Monday , 25 March 2019

Building homes of wood

Businessman Caesar Fernandes, Benaulim, runs two successful ventures in building wooden homes and cleaning up of water bodies. For Wooden Homes India, he is looking to tap newer markets, discovers Diana Fernandes

It began with his grandfather’s carpentry business that Caesar Fernandes has now taken and built into a business that builds wooden homes for corporate clients and individuals. Wooden Homes India began as a means to set standards in fabricated wooden homes and is today looking to expand to the rest of India and the world

Back in 2006, Fernandes was appalled with the state of huts and cottages that tourists were offered especially along the beach shore of Anjuna and Vagator. For a state that runs on tourism, it was surprising that cottages made of palms were poorly furnished and unkempt.

It was then that the idea of providing aesthetic living accommodations coupled with comfort struck Fernandes and with it was born Wooden Homes India. Being a staunch believer in retaining tradition while adding modernity to it, he decided to build on his grandfather’s carpenter business.

Well known for his skills as a carpenter, Fernandes’s father took forward the skill and setup a workshop which is now made into a company providing quality fabricated homes to clients within Goa and pan- India.

“The point for us is to increase and improve tourism in the state with good structures while also adding value to it. That’s how we develop the designs. The main aim for us is to allow the tourist living in the house to be close to nature without anyone to bother them and still maintain a good level of comfort,” said Fernandes.

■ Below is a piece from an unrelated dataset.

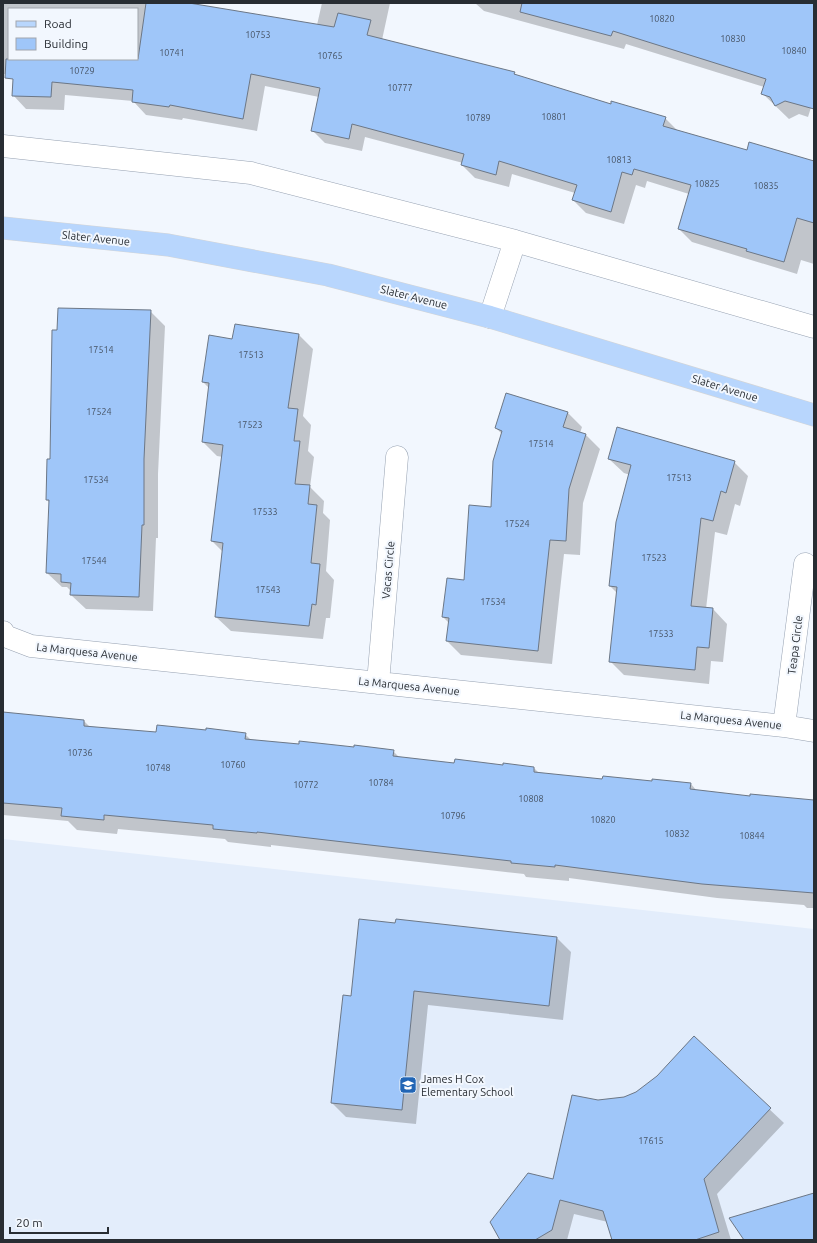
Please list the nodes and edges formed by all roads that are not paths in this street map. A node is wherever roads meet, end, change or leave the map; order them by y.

But when he decided to enter the market in 2010, it was no easy task. It took the company an entire one and a half year to get the idea to people and convince them to invest in wooden homes that were not only easy to install and remove but were also sturdy and comfortable. He recalls a time where he setup a couple of units in Palolem and while many inquired, nobody was willing to buy owing to the high costs of investment.

“I finally got a break with my first client, Indian Kitchen who bought two units and helped market the product after which we began selling three, five and seven cottages. Even to this day, some of my first clients order for more units on a yearly basis,” he said.

When he began, Fernandes would import the wood used in making the homes from Canada, Sweden and other European countries. Today however, the company uses only Siberian wood which is superior in quality and different in feel from European wood.

Based on the design of the unit, the fabricated wood is processed on a machine that works on a wood lock system at its head office in Benaulim while assembling is done on site. Currently the company employs 12 administration staff and around 100 ground staff that include daily wage workers and contractors and sell over 100 units per year but hope to increase this number to up to 350 per year.

With the tourism season beginning in November, work on most orders begins in August where over 40 units are produced and handed per month. The company has clientele not only in Goa but from the Andaman islands of Port Blair, Havelock and Neil Island as well as places like Shillong and Kerala. The major focus now is covering other areas of India and engaging in exports.

Though the focus had been on catering to hotels, resorts and the tourism sector, Fernandes has also begun venturing into residential homes. “More recently we’ve begun designing two to three-bedroom homes with a one plus floor design for families to live in. Unlike in the traditional sense of building homes, having a wooden home allows you to upgrade every few years,” he said.

And to set as an example, Caesar set his own home in Colva as a fabricated home that has three bedrooms and an extensive landscape that was done in a matter a month. He has also developed a design of a wooden home on stilts that he is currently looking to market. But selling the idea to the public is still a task, he said while adding that convincing middle class families at the moment was not possible the company was targeting higher income families that setup second homes and farm houses.

Nature and the environment being close to his heart, Fernandes has also setup a joint venture with his wide Dizzy Fernandes called Kafmar Environmental Services LLP,  that aims to provide a clean environment for the future generation. The main thrust area has been in cleaning and restoration of water bodies in the state.

Kafmar has completed seven projects including cleaning and restoration of the Villa Nova Creek in Colva, Davorlim spring, Murida Creek in Fatorda, Maimollem Lake in Vasco, St. Inez Creek in Panaji and most recently the Kurmane Khazan in Karai- Shiroda. They are currently working on Vodlo bandh that has seen an invasive weed Salvinia occupying the water body. Through their website, the company has also opened their hands to cooperate with individuals and other companies in these works.

“A lot of the water bodies in the state are extremely polluted and it is my endeavour to help in whatever way I can to preserve it for posterity. Our ancestors were wise and reasoned with how the water should flow. We today need to take this sort of logical approach when we too deal with our precious water bodies,” said Fernandes.